Extracted data entries:
::::::
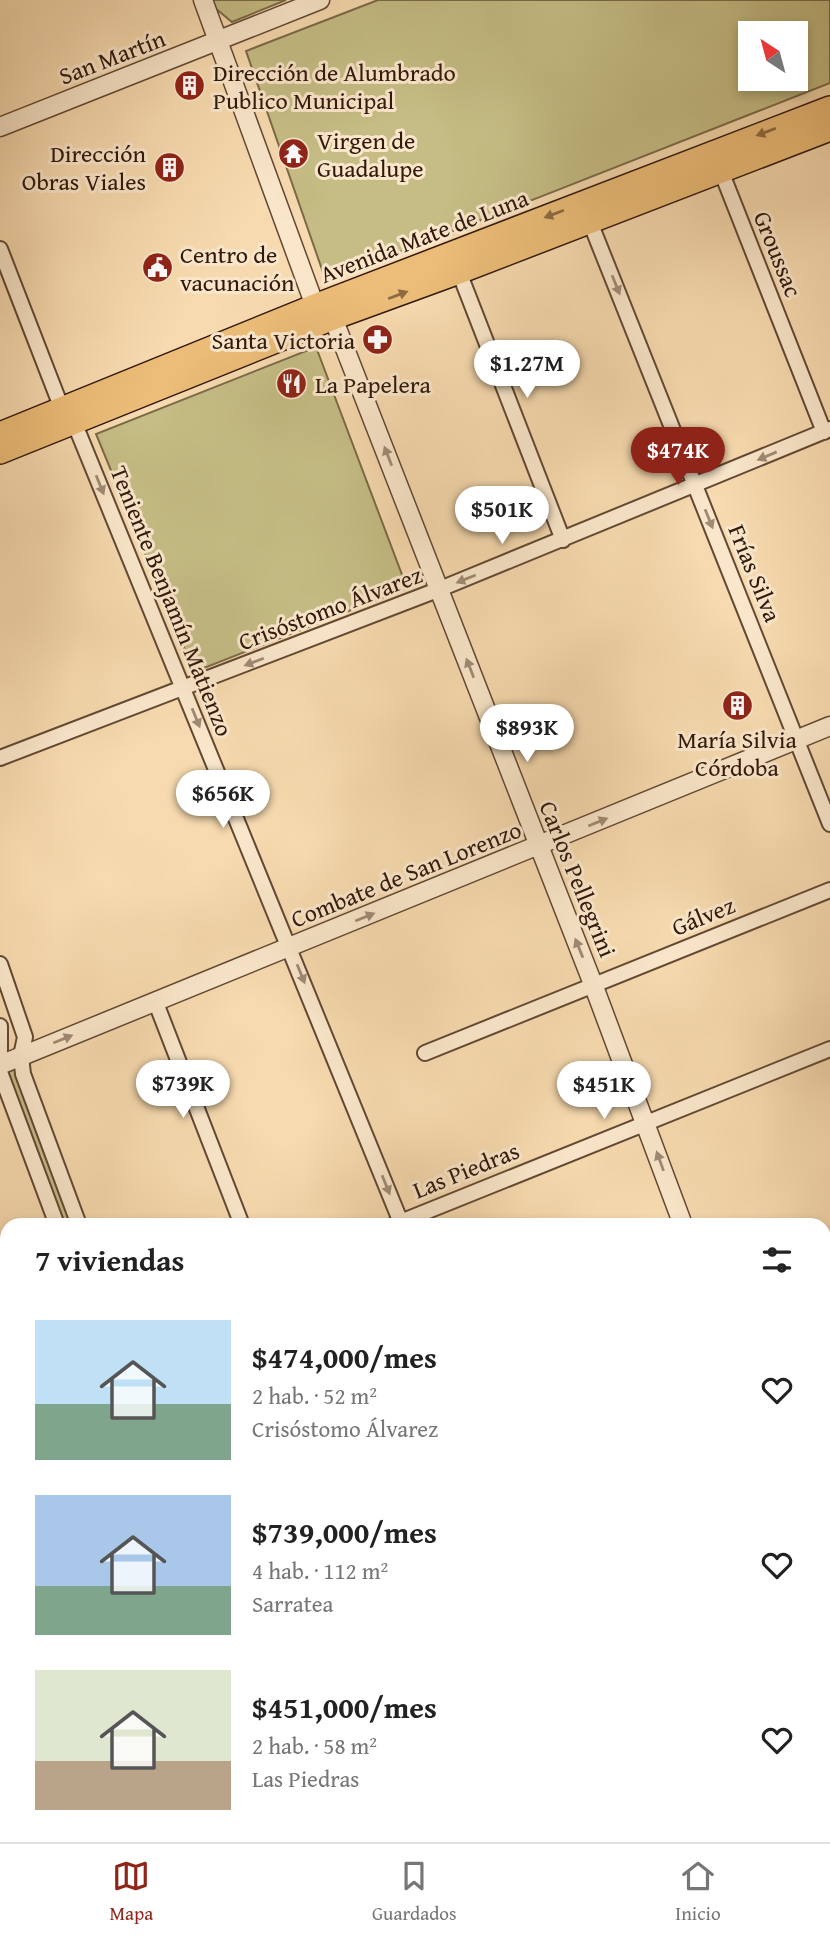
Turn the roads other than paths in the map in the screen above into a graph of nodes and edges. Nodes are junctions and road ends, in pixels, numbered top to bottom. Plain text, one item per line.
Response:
1 (203, 0) edge
2 (320, 0) edge
3 (218, 41) junction
4 (830, 108) edge
5 (0, 127) edge
6 (830, 129) edge
7 (721, 172) junction
8 (590, 222) junction
9 (0, 249) edge
10 (459, 272) junction
11 (324, 312) junction
12 (68, 416) junction
13 (827, 431) edge
14 (0, 434) edge
15 (0, 452) edge
16 (696, 485) junction
17 (563, 540) junction
18 (440, 589) junction
19 (184, 689) junction
20 (830, 726) edge
21 (797, 740) junction
22 (0, 758) edge
23 (830, 824) edge
24 (538, 847) junction
25 (830, 890) edge
26 (290, 947) junction
27 (0, 964) edge
28 (593, 984) junction
29 (156, 1003) junction
30 (0, 1026) edge
31 (830, 1049) edge
32 (425, 1052) dead end
33 (0, 1054) edge
34 (21, 1056) junction
35 (0, 1065) edge
36 (0, 1072) edge
37 (645, 1123) junction
38 (54, 1218) edge
39 (76, 1218) edge
40 (239, 1218) edge
41 (396, 1218) edge
42 (413, 1218) edge
43 (680, 1218) edge

1 - 3 street, Carlos Pellegrini
2 - 3 street, San Martín
3 - 5 street, San Martín
3 - 11 street, Carlos Pellegrini
4 -> 11 main road, Avenida Mate de Luna
6 - 7 main road, Avenida Mate de Luna
7 - 8 main road, Avenida Mate de Luna
7 - 13 street, Groussac
8 - 10 main road, Avenida Mate de Luna
8 -> 16 street, Frías Silva
9 - 12 street, Teniente Benjamín Matienzo
11 -> 10 main road, Avenida Mate de Luna
10 - 17 street
11 - 12 main road, Avenida Mate de Luna
18 -> 11 street, Carlos Pellegrini
12 - 14 main road, Avenida Mate de Luna
12 - 15 main road, Avenida Mate de Luna
12 -> 19 street, Teniente Benjamín Matienzo
13 -> 16 street, Crisóstomo Álvarez
16 - 17 street, Crisóstomo Álvarez
16 -> 21 street, Frías Silva
17 -> 18 street, Crisóstomo Álvarez
18 -> 19 street, Crisóstomo Álvarez
24 -> 18 street, Carlos Pellegrini
19 - 22 street, Crisóstomo Álvarez
19 -> 26 street, Teniente Benjamín Matienzo
20 - 21 street, Combate de San Lorenzo
21 - 23 street, Frías Silva
24 -> 21 street, Combate de San Lorenzo
26 -> 24 street, Combate de San Lorenzo
28 -> 24 street, Carlos Pellegrini
25 - 28 street, Gálvez
26 - 29 street, Combate de San Lorenzo
26 -> 41 street, Teniente Benjamín Matienzo
27 - 34 street
28 - 32 street, Gálvez
28 - 37 street, Carlos Pellegrini
34 -> 29 street, Combate de San Lorenzo
29 - 40 street
30 - 33 street
31 - 37 street, Las Piedras
34 - 35 street, Combate de San Lorenzo
34 - 39 street
36 - 38 street
37 - 42 street, Las Piedras
43 -> 37 street, Carlos Pellegrini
::::::
Try it:
Scan the data for the string "Pellegrini" and copy each line in which it occurs.

Answer box:
1 - 3 street, Carlos Pellegrini
3 - 11 street, Carlos Pellegrini
18 -> 11 street, Carlos Pellegrini
24 -> 18 street, Carlos Pellegrini
28 -> 24 street, Carlos Pellegrini
28 - 37 street, Carlos Pellegrini
43 -> 37 street, Carlos Pellegrini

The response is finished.